### YOUR OBJECTIVE
Search the data for "Aldama". Return each matching line.

Data records:
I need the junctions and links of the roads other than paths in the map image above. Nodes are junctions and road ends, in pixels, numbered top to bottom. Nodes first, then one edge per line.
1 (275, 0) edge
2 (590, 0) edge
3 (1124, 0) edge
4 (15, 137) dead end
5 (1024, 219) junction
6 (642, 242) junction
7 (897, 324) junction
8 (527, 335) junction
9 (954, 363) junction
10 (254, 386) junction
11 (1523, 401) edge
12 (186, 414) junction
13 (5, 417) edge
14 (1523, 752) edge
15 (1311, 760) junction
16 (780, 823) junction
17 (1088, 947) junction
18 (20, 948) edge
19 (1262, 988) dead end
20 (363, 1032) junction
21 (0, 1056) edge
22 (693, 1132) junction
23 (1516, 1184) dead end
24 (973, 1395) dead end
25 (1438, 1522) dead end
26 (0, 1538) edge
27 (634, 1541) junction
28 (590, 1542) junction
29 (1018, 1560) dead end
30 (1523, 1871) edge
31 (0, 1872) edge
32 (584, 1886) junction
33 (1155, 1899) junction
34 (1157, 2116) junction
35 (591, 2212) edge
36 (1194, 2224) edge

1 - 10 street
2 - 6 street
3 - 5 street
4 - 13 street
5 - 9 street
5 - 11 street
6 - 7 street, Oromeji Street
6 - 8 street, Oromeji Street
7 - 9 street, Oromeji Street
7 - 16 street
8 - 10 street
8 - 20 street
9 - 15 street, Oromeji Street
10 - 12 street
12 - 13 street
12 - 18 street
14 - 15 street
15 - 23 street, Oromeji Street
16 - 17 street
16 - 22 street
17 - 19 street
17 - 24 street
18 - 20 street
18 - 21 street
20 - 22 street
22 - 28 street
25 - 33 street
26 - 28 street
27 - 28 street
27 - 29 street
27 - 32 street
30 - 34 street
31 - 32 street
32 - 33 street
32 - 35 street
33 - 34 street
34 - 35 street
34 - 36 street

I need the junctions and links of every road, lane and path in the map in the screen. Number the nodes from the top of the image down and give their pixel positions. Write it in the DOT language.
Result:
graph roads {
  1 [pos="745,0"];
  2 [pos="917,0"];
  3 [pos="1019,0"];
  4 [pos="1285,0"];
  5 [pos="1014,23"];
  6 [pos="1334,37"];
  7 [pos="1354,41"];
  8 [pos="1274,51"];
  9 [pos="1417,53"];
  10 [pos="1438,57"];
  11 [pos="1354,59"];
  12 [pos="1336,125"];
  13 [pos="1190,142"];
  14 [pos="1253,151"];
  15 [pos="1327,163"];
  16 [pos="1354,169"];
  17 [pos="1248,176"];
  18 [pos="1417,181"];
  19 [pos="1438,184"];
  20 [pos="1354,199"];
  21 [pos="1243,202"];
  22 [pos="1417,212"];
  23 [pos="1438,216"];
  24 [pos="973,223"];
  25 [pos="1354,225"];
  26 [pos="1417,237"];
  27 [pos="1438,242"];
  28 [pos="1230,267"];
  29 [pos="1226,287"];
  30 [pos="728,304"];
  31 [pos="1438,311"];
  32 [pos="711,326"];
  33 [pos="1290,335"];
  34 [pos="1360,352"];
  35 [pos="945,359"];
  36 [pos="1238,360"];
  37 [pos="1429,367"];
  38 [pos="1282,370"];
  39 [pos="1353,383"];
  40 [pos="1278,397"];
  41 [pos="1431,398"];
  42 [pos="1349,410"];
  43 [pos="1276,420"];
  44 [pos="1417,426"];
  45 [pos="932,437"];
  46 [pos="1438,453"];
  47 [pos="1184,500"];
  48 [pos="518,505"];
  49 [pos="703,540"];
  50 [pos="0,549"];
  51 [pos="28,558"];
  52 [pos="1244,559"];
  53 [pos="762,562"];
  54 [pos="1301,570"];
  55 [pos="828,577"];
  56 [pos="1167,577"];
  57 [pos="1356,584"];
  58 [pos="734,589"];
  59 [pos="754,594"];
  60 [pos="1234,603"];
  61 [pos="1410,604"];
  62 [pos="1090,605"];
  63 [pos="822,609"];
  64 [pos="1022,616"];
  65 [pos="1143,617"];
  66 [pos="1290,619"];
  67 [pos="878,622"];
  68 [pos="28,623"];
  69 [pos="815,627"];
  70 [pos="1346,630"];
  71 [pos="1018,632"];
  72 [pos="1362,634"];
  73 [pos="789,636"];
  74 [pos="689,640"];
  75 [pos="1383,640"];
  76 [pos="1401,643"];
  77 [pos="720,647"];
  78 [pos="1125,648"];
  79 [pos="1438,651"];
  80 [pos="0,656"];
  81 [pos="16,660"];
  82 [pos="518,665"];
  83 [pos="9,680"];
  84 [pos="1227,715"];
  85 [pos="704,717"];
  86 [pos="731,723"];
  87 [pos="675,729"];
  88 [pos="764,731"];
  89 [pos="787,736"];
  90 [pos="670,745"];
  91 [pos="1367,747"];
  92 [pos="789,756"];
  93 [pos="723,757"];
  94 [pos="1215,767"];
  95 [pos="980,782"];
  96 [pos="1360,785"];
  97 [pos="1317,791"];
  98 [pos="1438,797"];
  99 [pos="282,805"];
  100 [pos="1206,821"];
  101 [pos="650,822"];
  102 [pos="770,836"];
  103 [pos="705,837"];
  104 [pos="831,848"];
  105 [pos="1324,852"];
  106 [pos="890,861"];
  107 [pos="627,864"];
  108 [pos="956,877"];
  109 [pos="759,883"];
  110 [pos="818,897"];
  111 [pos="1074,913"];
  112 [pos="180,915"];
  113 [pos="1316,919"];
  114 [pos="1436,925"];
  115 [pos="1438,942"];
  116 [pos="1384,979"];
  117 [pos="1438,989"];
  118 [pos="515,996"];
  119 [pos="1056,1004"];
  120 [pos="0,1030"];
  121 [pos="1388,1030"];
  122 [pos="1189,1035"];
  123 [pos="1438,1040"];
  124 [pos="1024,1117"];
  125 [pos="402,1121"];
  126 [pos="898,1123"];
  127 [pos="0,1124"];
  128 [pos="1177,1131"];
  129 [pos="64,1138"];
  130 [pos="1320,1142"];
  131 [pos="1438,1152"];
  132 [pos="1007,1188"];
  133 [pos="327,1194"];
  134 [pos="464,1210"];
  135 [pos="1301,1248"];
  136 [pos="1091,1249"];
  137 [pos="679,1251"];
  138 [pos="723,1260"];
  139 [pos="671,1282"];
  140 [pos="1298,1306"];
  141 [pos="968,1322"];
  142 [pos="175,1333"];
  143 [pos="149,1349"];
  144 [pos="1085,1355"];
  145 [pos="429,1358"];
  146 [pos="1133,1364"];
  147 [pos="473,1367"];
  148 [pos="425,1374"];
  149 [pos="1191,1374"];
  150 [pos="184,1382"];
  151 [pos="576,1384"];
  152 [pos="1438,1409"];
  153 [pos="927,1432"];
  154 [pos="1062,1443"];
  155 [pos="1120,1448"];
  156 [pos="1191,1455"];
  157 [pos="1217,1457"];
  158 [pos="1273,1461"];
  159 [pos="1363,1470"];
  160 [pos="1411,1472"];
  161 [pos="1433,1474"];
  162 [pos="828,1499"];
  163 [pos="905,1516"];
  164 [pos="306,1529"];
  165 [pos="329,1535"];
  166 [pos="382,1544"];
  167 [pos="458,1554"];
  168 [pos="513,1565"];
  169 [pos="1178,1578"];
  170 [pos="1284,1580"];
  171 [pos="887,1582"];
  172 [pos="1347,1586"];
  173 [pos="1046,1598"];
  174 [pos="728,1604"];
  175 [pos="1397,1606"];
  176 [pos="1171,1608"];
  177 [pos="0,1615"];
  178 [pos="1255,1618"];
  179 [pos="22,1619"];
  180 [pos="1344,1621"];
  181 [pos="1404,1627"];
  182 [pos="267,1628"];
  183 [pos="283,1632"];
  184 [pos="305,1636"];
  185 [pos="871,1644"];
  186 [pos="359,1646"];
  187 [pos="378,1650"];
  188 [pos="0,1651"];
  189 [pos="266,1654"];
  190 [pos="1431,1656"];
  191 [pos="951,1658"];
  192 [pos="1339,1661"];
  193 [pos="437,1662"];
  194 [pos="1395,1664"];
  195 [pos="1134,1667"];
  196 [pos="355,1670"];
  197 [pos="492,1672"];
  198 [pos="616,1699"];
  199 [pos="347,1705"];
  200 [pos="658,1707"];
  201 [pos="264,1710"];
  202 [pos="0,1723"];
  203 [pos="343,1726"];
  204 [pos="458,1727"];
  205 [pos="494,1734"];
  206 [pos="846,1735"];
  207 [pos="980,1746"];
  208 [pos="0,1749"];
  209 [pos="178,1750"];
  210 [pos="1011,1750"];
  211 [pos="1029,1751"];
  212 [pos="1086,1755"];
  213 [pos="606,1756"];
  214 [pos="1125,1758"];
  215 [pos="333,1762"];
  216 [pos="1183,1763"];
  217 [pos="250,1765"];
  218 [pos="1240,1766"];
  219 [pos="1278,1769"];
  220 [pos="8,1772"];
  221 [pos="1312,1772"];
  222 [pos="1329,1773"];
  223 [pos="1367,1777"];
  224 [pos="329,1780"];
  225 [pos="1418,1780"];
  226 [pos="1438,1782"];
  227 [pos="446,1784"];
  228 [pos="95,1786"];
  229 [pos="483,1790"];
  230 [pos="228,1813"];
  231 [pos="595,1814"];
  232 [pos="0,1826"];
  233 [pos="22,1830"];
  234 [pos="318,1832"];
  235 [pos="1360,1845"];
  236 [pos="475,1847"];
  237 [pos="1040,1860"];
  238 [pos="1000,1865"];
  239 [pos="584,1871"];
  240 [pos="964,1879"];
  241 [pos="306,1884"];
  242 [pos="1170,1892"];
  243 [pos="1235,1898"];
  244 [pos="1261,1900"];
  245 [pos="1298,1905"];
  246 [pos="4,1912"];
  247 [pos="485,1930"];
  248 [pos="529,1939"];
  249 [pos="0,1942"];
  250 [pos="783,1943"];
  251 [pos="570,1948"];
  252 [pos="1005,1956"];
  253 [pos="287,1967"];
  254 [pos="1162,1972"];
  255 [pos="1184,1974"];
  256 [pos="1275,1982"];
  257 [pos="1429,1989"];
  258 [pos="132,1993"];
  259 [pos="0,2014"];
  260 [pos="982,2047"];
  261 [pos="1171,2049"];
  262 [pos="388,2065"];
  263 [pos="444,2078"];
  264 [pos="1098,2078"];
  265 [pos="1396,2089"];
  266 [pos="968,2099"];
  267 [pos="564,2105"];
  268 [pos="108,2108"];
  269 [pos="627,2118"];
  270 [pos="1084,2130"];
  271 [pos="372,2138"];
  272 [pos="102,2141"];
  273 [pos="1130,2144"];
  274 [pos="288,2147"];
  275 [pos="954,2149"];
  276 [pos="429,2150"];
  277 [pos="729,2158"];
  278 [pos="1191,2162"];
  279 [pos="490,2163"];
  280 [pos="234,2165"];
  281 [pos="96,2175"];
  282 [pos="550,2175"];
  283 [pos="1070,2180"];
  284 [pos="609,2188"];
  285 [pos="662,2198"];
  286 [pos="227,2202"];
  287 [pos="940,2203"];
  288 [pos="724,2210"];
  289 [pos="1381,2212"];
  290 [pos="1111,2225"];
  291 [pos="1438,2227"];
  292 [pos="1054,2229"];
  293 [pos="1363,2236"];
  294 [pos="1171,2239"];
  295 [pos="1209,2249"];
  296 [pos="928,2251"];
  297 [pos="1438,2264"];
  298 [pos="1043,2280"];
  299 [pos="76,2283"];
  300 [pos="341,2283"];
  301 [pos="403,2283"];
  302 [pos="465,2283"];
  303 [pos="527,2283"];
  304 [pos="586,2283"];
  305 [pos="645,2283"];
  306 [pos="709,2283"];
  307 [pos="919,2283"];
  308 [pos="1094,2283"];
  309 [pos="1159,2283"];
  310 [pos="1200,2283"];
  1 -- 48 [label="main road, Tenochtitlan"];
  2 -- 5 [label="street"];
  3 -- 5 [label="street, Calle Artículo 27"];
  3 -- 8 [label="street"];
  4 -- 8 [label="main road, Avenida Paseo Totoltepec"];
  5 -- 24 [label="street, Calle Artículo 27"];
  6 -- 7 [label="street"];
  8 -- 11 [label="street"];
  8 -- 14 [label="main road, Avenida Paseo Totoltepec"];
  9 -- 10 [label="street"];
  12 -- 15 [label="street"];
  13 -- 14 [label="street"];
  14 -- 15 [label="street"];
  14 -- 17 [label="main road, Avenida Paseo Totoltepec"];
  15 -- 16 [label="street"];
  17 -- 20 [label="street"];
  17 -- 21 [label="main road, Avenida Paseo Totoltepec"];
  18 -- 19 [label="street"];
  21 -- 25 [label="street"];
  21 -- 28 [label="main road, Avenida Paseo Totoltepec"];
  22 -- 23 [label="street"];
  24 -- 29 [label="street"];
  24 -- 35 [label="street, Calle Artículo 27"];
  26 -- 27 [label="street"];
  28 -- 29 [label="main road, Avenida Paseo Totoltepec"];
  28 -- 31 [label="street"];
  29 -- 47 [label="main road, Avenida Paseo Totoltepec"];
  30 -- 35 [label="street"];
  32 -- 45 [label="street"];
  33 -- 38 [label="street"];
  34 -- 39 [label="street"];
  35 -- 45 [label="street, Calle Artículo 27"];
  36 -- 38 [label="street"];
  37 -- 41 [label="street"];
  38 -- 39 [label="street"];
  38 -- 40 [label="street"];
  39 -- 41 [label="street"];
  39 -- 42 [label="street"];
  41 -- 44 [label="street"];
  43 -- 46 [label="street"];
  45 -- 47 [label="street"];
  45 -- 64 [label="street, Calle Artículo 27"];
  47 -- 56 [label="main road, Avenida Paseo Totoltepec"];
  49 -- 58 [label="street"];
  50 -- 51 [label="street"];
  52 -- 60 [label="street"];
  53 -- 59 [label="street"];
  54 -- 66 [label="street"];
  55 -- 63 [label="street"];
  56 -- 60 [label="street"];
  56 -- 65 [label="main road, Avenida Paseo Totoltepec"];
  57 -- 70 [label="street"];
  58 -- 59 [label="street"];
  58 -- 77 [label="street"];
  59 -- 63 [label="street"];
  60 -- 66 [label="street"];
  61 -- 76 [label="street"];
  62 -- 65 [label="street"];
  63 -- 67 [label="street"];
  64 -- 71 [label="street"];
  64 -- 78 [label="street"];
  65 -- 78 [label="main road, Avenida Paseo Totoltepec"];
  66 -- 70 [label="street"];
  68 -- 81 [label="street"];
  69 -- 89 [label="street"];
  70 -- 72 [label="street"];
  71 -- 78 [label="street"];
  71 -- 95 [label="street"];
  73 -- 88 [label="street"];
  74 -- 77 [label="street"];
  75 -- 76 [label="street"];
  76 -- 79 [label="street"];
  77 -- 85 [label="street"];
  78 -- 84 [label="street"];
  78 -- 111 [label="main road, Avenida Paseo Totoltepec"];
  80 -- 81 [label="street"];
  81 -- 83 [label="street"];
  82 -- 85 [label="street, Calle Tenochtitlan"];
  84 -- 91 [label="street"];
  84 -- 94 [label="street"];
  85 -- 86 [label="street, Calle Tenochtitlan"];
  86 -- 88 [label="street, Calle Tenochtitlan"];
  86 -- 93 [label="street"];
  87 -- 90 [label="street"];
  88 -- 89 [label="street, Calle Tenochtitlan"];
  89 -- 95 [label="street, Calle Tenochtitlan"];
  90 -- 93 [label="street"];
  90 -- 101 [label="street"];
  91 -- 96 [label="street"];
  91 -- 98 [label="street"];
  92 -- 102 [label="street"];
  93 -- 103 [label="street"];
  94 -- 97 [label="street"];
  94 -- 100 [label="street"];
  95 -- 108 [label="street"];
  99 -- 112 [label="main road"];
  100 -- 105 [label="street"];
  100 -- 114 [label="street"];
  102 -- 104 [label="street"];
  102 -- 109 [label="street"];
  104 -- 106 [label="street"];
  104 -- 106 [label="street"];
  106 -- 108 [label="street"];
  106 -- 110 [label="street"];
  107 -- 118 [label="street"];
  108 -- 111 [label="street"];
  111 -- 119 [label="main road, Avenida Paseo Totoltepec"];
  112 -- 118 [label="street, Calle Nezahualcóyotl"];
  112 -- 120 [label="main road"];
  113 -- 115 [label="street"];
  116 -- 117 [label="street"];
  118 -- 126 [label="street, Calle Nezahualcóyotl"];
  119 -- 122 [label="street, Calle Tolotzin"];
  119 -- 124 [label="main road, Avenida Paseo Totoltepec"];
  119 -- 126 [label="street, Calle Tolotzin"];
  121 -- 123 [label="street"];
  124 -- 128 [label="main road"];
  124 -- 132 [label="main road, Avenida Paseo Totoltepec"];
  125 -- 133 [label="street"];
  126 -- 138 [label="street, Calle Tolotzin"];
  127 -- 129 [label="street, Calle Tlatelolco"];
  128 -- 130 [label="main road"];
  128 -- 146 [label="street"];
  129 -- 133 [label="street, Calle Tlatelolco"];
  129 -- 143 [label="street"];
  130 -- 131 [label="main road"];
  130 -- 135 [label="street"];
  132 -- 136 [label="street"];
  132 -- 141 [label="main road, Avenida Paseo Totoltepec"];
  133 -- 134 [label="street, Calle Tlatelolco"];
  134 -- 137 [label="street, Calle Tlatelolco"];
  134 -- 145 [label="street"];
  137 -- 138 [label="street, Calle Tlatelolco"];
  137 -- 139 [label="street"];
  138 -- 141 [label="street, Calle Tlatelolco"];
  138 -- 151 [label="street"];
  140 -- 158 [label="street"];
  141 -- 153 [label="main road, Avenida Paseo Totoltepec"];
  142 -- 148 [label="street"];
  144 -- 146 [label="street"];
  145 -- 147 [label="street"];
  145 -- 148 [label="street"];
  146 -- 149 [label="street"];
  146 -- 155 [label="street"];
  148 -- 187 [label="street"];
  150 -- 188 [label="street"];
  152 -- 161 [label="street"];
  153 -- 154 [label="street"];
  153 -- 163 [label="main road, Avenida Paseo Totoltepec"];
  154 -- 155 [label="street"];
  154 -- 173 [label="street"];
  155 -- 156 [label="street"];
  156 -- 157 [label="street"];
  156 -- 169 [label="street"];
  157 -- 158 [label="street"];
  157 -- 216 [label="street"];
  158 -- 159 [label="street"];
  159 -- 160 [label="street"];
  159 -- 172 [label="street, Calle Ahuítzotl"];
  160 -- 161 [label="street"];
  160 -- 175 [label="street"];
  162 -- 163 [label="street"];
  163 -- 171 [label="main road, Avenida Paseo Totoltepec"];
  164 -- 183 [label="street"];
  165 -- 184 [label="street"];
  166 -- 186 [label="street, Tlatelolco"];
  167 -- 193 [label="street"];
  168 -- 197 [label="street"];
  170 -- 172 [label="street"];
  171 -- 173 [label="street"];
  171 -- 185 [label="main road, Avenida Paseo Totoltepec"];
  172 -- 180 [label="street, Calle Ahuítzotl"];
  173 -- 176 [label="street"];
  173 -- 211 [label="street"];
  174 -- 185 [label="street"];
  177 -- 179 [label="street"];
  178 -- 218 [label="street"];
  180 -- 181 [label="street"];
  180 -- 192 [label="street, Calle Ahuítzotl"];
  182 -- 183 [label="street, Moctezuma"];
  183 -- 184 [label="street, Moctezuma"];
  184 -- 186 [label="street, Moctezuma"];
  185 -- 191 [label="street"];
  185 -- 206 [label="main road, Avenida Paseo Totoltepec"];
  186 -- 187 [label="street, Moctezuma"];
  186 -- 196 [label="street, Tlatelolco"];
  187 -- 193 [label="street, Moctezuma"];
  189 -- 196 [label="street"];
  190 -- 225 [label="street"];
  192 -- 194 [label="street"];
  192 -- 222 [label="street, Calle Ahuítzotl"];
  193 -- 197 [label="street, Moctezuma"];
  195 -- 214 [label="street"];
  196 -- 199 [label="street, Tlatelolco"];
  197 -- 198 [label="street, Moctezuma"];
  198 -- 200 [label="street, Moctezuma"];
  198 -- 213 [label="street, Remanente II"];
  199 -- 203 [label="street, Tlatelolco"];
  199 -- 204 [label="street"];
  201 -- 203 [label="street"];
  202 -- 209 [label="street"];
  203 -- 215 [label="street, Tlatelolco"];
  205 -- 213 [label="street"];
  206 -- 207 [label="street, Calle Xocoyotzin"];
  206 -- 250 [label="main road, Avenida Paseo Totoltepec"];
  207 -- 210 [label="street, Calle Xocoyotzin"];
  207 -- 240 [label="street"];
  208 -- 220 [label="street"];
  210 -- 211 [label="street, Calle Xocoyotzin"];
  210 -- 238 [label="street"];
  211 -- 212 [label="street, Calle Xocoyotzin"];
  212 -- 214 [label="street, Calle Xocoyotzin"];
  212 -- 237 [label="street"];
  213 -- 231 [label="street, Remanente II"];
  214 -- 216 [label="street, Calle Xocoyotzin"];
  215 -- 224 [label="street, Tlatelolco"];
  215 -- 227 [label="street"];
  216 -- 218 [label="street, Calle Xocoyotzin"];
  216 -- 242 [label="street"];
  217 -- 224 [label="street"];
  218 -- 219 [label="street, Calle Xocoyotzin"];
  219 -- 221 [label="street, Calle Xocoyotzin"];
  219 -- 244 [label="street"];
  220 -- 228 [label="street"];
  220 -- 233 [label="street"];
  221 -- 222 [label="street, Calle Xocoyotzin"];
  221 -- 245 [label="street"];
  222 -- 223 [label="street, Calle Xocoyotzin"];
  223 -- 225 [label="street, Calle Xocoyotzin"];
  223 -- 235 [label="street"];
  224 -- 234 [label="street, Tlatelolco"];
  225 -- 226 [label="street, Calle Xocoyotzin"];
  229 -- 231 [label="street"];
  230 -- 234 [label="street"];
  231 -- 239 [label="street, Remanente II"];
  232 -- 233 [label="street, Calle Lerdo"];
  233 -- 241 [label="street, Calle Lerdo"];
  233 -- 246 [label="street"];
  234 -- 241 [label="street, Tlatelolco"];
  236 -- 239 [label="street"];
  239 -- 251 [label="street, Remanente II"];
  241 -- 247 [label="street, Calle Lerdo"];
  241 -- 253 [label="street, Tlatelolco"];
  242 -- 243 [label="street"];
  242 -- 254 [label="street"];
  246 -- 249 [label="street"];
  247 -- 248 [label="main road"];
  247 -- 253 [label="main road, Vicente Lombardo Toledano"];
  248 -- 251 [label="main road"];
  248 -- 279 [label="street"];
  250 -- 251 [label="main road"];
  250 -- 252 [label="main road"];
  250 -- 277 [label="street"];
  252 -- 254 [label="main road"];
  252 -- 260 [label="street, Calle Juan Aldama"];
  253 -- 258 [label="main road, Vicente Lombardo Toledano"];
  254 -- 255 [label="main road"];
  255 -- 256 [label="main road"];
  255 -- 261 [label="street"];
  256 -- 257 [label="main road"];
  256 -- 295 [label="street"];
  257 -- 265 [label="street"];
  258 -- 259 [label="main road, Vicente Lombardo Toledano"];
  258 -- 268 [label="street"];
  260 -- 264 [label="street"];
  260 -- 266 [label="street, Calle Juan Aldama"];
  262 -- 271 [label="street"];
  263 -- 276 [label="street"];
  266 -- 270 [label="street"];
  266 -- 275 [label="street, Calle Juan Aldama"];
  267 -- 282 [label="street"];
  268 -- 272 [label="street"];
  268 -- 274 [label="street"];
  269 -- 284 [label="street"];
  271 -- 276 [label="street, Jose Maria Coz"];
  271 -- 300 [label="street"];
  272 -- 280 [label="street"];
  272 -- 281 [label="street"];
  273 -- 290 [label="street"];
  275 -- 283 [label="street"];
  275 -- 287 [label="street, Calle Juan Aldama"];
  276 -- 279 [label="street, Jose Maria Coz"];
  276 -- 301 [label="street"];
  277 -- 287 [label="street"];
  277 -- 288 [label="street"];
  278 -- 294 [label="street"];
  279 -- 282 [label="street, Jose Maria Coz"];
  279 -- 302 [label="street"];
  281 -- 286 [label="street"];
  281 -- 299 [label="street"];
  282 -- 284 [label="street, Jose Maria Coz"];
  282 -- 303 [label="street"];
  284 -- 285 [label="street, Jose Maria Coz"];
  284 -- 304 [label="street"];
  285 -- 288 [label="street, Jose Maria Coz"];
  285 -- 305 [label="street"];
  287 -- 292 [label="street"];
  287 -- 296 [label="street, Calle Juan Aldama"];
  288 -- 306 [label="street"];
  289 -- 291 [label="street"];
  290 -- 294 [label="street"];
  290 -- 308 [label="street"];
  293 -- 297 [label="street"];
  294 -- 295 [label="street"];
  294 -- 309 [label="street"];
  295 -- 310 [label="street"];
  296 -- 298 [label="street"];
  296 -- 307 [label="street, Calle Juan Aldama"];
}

### ANSWER BOX
  252 -- 260 [label="street, Calle Juan Aldama"];
  260 -- 266 [label="street, Calle Juan Aldama"];
  266 -- 275 [label="street, Calle Juan Aldama"];
  275 -- 287 [label="street, Calle Juan Aldama"];
  287 -- 296 [label="street, Calle Juan Aldama"];
  296 -- 307 [label="street, Calle Juan Aldama"];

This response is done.